*** Opening Records to use ***

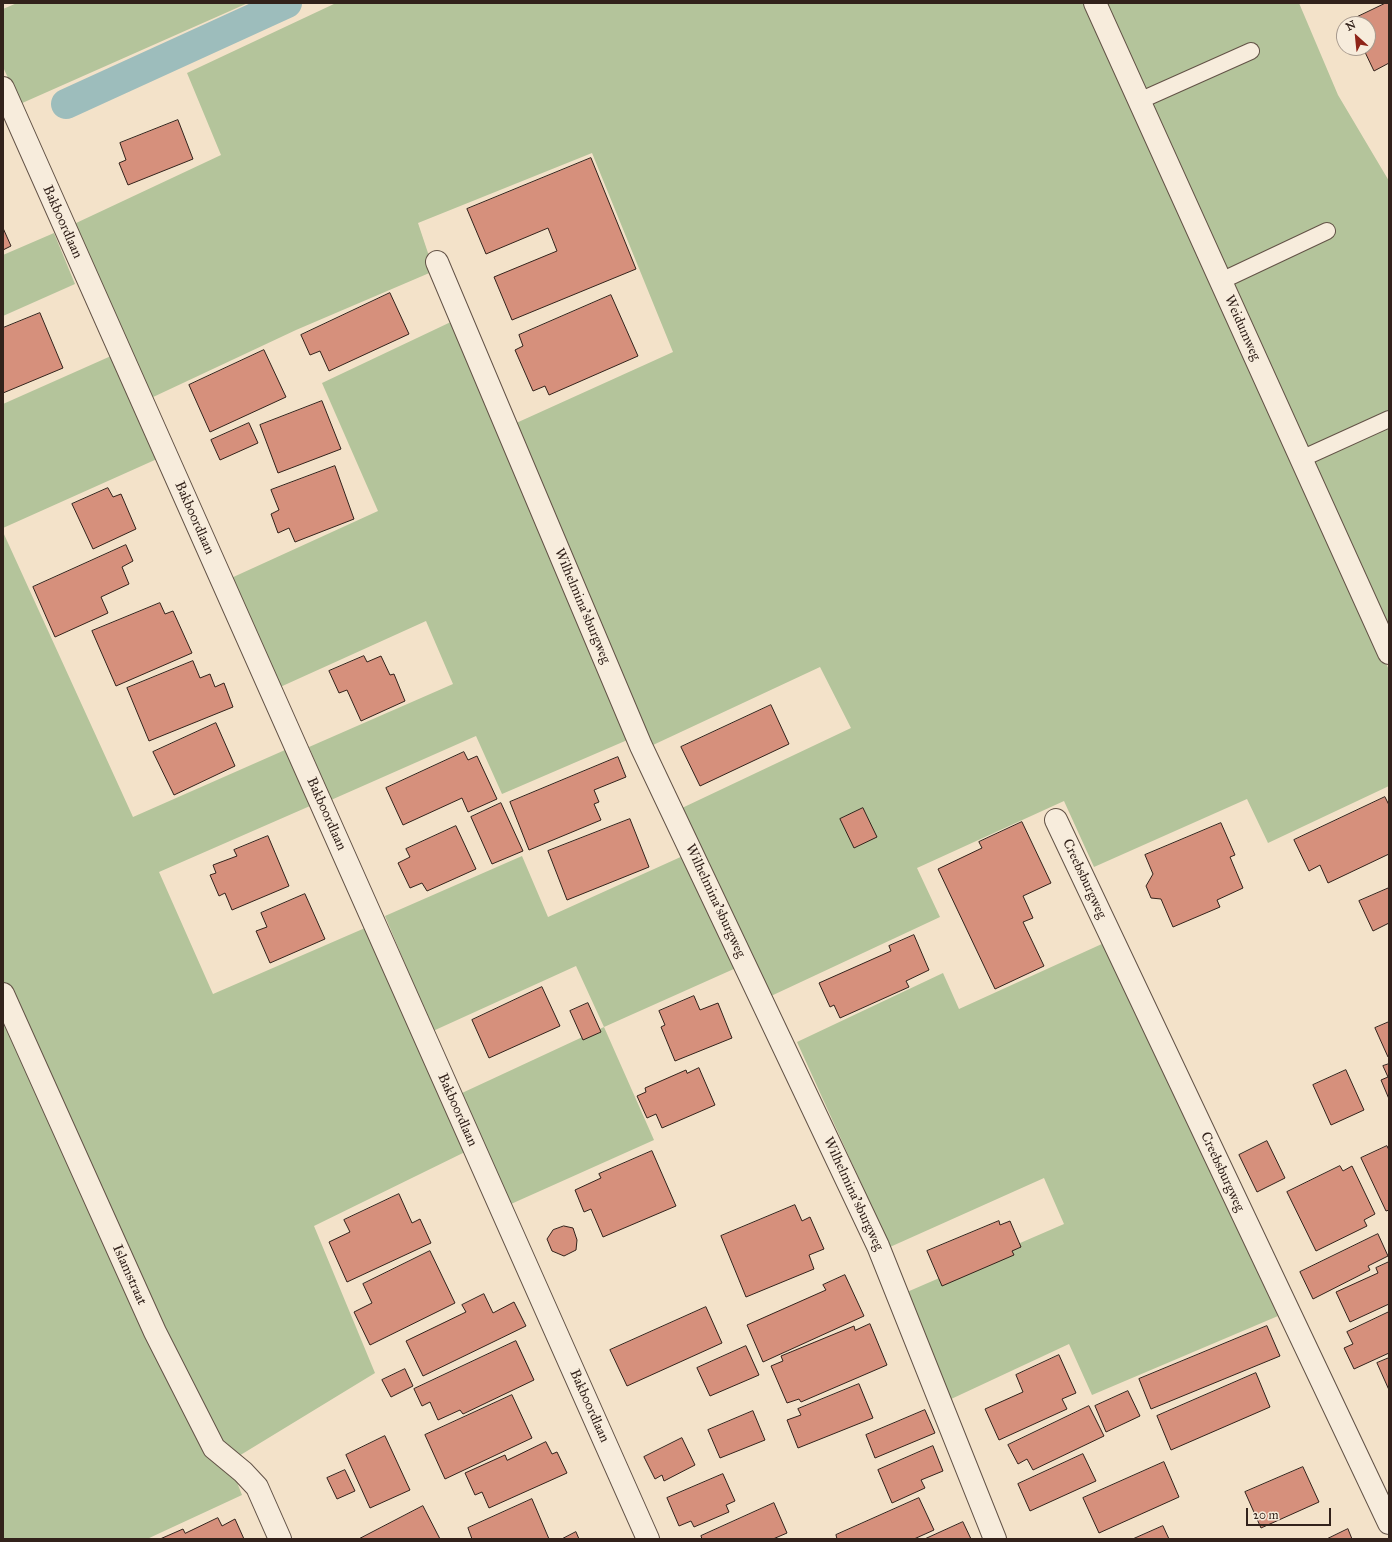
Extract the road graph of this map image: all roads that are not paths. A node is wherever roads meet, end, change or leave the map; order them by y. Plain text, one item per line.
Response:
1 (1095, 3) edge
2 (1252, 51) dead end
3 (3, 88) edge
4 (1139, 101) junction
5 (1327, 231) dead end
6 (437, 262) dead end
7 (1221, 280) junction
8 (1389, 419) edge
9 (1301, 459) junction
10 (1387, 641) edge
11 (1056, 820) dead end
12 (3, 994) edge
13 (1389, 1523) edge
14 (280, 1539) edge
15 (648, 1539) edge
16 (995, 1539) edge

1 - 4 street, Weidumweg
2 - 4 lane
3 - 15 street, Bakboordlaan
4 - 7 street, Weidumweg
5 - 7 lane
6 - 16 street, Wilhelmina'sburgweg
7 - 9 street, Weidumweg
8 - 9 lane
9 - 10 street, Weidumweg
11 - 13 street, Creebsburgweg
12 - 14 street, Islamstraat

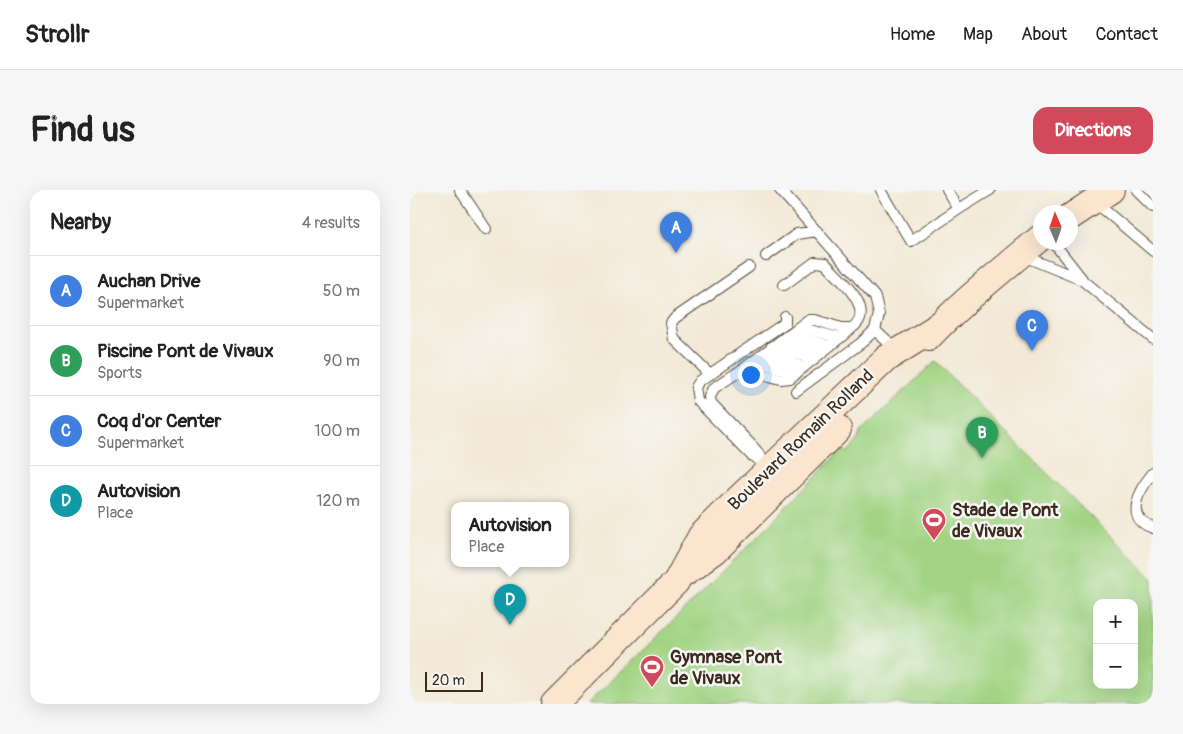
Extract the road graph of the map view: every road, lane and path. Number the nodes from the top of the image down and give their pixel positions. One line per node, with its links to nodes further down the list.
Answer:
1 (460, 190): 13 (lane)
2 (780, 190): 14 (lane)
3 (881, 190): 11 (lane)
4 (947, 190): 11 (lane)
5 (990, 190): 11 (lane)
6 (1138, 193): 8 (lane); 10 (lane)
7 (1096, 194): 9 (main road); 12 (main road); 17 (lane)
8 (1153, 196)
9 (1076, 205)
10 (1153, 206)
11 (959, 209)
12 (1078, 210)
13 (486, 229)
14 (817, 231): 19 (lane); 27 (lane)
15 (1033, 244): 18 (main road, Boulevard Romain Rolland)
16 (1059, 250): 21 (lane)
17 (1153, 251)
18 (1020, 255): 21 (lane); 24 (main road, Boulevard Romain Rolland)
19 (766, 256)
20 (749, 267): 39 (lane)
21 (1082, 280): 30 (lane)
22 (784, 285): 26 (lane)
23 (785, 317): 39 (lane)
24 (940, 325): 33 (main road, Boulevard Romain Rolland); 42 (main road, Boulevard Romain Rolland)
25 (800, 327): 26 (lane); 28 (lane); 29 (lane)
26 (852, 328): 29 (lane)
27 (875, 330): 33 (lane); 40 (lane)
28 (789, 334): 31 (lane); 32 (lane)
29 (839, 338): 32 (lane)
30 (1153, 339)
31 (776, 344): 34 (lane); 35 (lane)
32 (830, 346): 35 (lane)
33 (897, 351): 42 (main road, Boulevard Romain Rolland)
34 (763, 354): 36 (lane); 38 (lane)
35 (817, 356): 38 (lane)
36 (753, 361): 37 (lane); 38 (lane)
37 (743, 368): 38 (lane); 42 (lane)
38 (800, 370)
39 (710, 374): 42 (lane)
40 (796, 391)
41 (1153, 473): 43 (lane)
42 (777, 475): 44 (main road, Boulevard Romain Rolland)
43 (1153, 528)
44 (554, 704)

*** Closing Records to use ***

- Exercise aim
Give back an exact repeat of the lines from the top of the data through the line that holds "Extract the road graph of the", both included, and omit pictures.

- Reply to the exercise
Extract the road graph of this map image: all roads that are not paths. A node is wherever roads meet, end, change or leave the map; order them by y. Plain text, one item per line.
Response:
1 (1095, 3) edge
2 (1252, 51) dead end
3 (3, 88) edge
4 (1139, 101) junction
5 (1327, 231) dead end
6 (437, 262) dead end
7 (1221, 280) junction
8 (1389, 419) edge
9 (1301, 459) junction
10 (1387, 641) edge
11 (1056, 820) dead end
12 (3, 994) edge
13 (1389, 1523) edge
14 (280, 1539) edge
15 (648, 1539) edge
16 (995, 1539) edge

1 - 4 street, Weidumweg
2 - 4 lane
3 - 15 street, Bakboordlaan
4 - 7 street, Weidumweg
5 - 7 lane
6 - 16 street, Wilhelmina'sburgweg
7 - 9 street, Weidumweg
8 - 9 lane
9 - 10 street, Weidumweg
11 - 13 street, Creebsburgweg
12 - 14 street, Islamstraat

Extract the road graph of the map view: every road, lane and path. Number the nodes from the top of the image down and give their pixel positions. One line per node, with its links to nodes further down the list.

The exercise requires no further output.